The truth is that we in Argentina and throughout Latin America have been experiencing for a long time a process of precarization of labour in the newsrooms, with the complicity of power that big media corporations have to influence government policies.
That’s why many employers in the mainstream media try to have bloggers on their online sites without paying them, under the excuse that they offer the blogger “an outlet to show their work” (this happened in traditional newsrooms too and I suffered it personally in Clarín, the biggest media corporation of the country).
The latest example of this is what happened (English translation) to Alejandro Agostinelli’s blog, Magia Crítica, which was deleted without notice by the head of the digital edition of the Crítica de la Argentina journal.

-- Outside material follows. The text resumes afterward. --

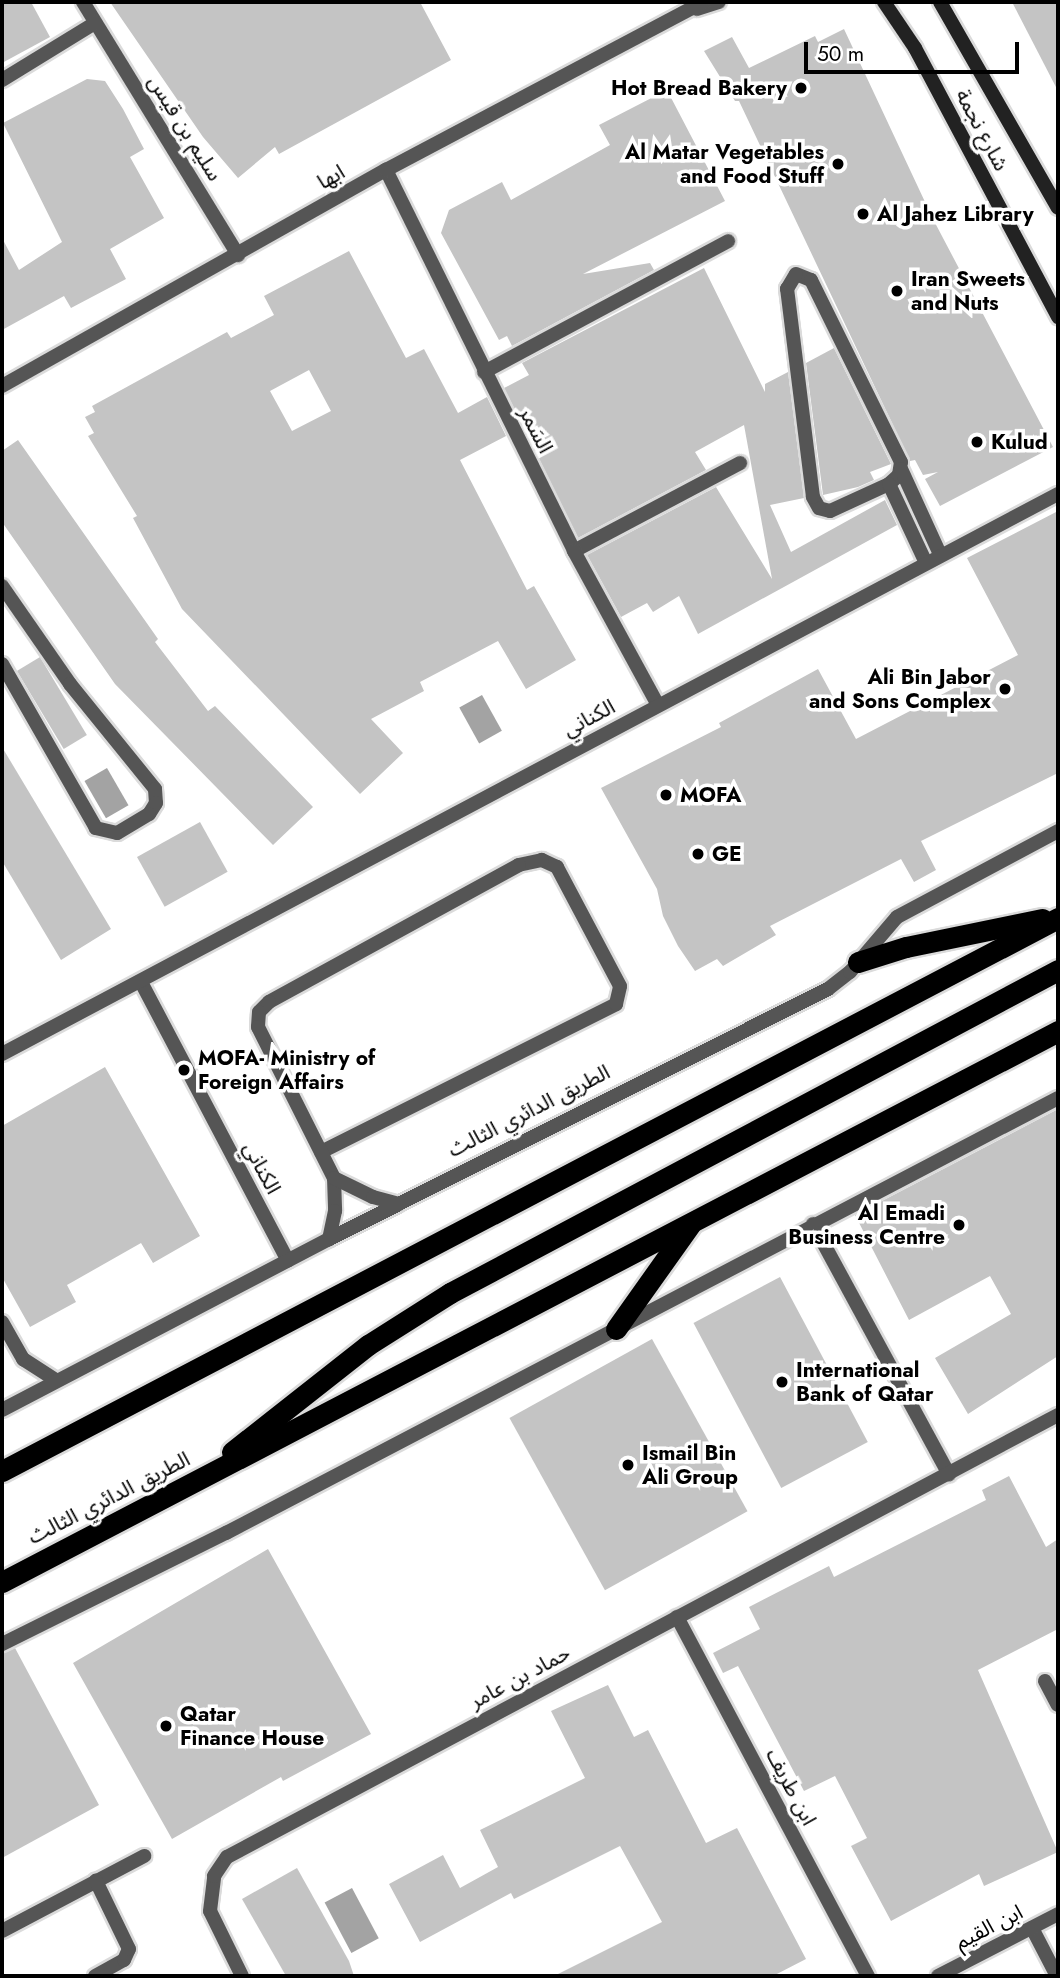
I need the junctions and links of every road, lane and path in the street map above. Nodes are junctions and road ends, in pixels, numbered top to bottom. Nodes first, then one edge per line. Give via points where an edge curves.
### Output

What was the reason? Alejandro asked if they could pay him for writing the blog.
The journalist used to receive a salary for the work until September 2009, when he received an e-mail telling him that he would not receive it any more.
Agostinelli agreed to work for free but asked for independence to manage the blog and add his own advertising.
Obviously, that never happened. Critica’s banners continued to appear on his blog and his posts sometimes made it to the news site’s home page.
Two weeks ago, he decided to ask for his salary again, but it appears he was dismissed for merely asking.
171 posts were published in Magia Crítica over 14 months before it was closed, but luckily its content was saved and remains online in a WordPress.com domain.
I offered the right of reply to the head of the digital edition of Crítica de la Argentina, Nerina Sturgeon, and she said that the laboral conditions with Alejandro were clear from the beginning:
“He was paid monthly as long as the blog had good trafic, but that objective was never met. So I told him the blog would be closed but he could keep the space without pay and he agreed. He then sent me a pseudo-threatening email demanding his monthly payment, so he broke our agreement”.